2. Disagree in part. This may be true in some pockets of the private practice world, but for those practitioners who work in or are affiliated with a hospital, respect is, often, based on these exact superficialities. GR is certain that there are a number of OMFSers on this board who can attest to the fact that sometimes patients come to see an attending who may not be the best at a particular procedure, just because they have a certain title or are a "big name".

3. There is little to no argument against further education, provided that it is sought after for the pursuit of knowledge, rather than to massage the ego. A lot of the previous posters have denigrated the knowledge acquired in medical school, though none have actually gone to medical school.
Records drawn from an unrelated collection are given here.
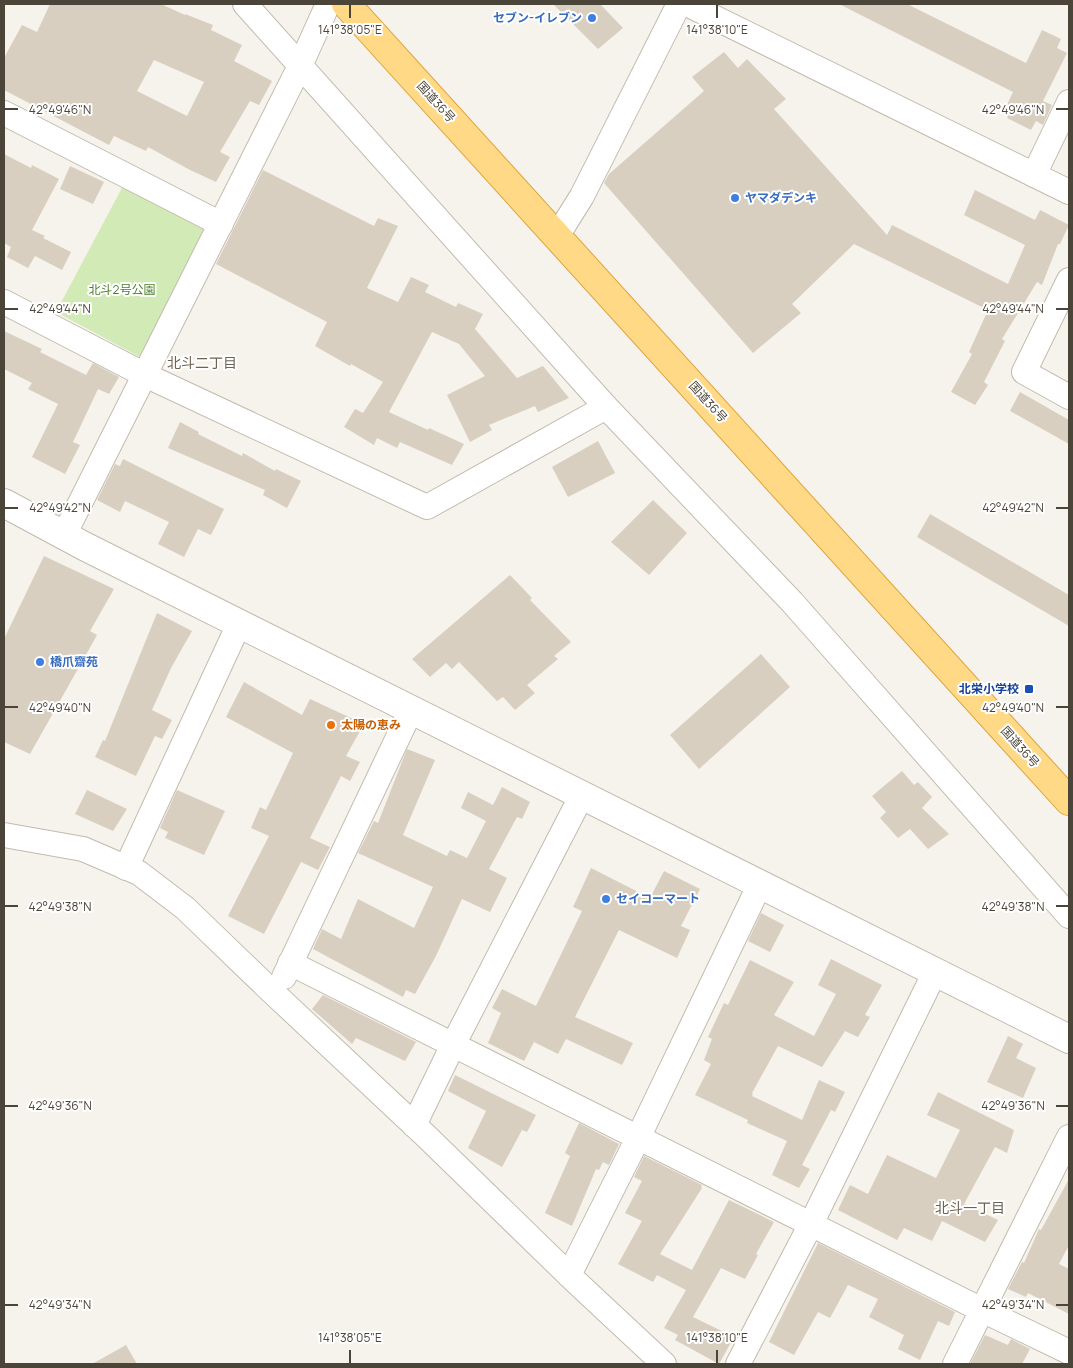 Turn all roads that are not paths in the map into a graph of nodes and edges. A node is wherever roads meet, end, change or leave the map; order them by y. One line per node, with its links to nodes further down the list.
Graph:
1 (245, 4): 6 (street)
2 (328, 4): 6 (street)
3 (346, 4): 12 (highway, 国道36号)
4 (679, 4): 12 (street)
5 (687, 4): 9 (street)
6 (300, 66): 11 (street); 17 (street)
7 (1069, 102): 9 (street)
8 (4, 113): 11 (street)
9 (1034, 175): 10 (street)
10 (1069, 192)
11 (221, 224): 15 (street)
12 (557, 236): 23 (highway, 国道36号)
13 (1069, 280): 16 (street)
14 (4, 302): 15 (street)
15 (145, 375): 17 (street); 19 (street)
16 (1069, 397)
17 (606, 407): 27 (street)
18 (4, 503): 19 (street)
19 (64, 535): 20 (street)
20 (239, 624): 21 (street); 25 (street)
21 (411, 710): 22 (street); 28 (street)
22 (582, 795): 26 (street); 32 (street)
23 (1069, 801)
24 (4, 835): 25 (street)
25 (126, 868): 30 (street)
26 (760, 884): 29 (street); 35 (street)
27 (1069, 916)
28 (290, 964): 30 (street); 32 (street)
29 (934, 972): 31 (street); 36 (street)
30 (275, 995): 33 (street)
31 (1069, 1039)
32 (453, 1045): 33 (street); 35 (street)
33 (414, 1125): 37 (street)
34 (1069, 1137): 38 (street)
35 (638, 1138): 36 (street); 37 (street)
36 (810, 1224): 38 (street); 41 (street)
37 (569, 1275): 40 (street)
38 (982, 1310): 39 (street); 42 (street)
39 (1069, 1352)
40 (664, 1364)
41 (738, 1364)
42 (955, 1364)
GR contends that most OMFS residents who get an MD do so knowing that it will be the most expensive degree they ever get (>$500,000). Most are smart enough to know that doing this for your ego is a terrible idea. On the flip side, given that they have sacrificed a ton to get the MD, most 6-year OMFSers will be the first to defend the MD as a tool that improves the quality of care that they provide. Keep this in mind 4-year guys - the 6-years, in general, make a much bigger financial and time sacrifice.

GR echoes the thoughts of the previous poster who said that this isn't about the 4- vs. 6-year and who is better. This is about a public relations nightmare that has existed for 30+ years, with no improvement in the status quo. A uniform double-degree is one possible solution to this problem, though not the only solution. GR sees no need for everyone to get all up in arms about this, as the OP was only expressing their support for one potential solution. An alternative solution is to discontinue all of the 6-year programs.
 
4-year guys often claim that a medical education is not necessary.

Ask yourself this question. From whom do you obtain your MEDICAL knowledge from during your 4 month MEDICINE rotation, which is required for all omfs residents? From whom do you obtain your MEDICAL knowledge from during your 6 month surgical rotation?

The answer is from MEDICAL doctors employed by teaching institutions of MEDICAL school.

The fact is, medical education is absolutely necessary for OMFS and we rely heavily on our medical colleagues to prepare us, nobody can argue that. I think the AMA and 6 year OMFSer's are realizing that 4 year guys are jumping through a huge loop hole to practice surgery by selectively choosing the rotations they feel are relevant to them, instead of being exposed to all of medicine, like an orthopedic surgeon having to go through psychiatry, ob/gyn, family medicine.

It's simply a luxury to practice surgery without going through medical school, and the more the public and medical world learn about our profession, the more they will hate, and try to strip us of this luxury.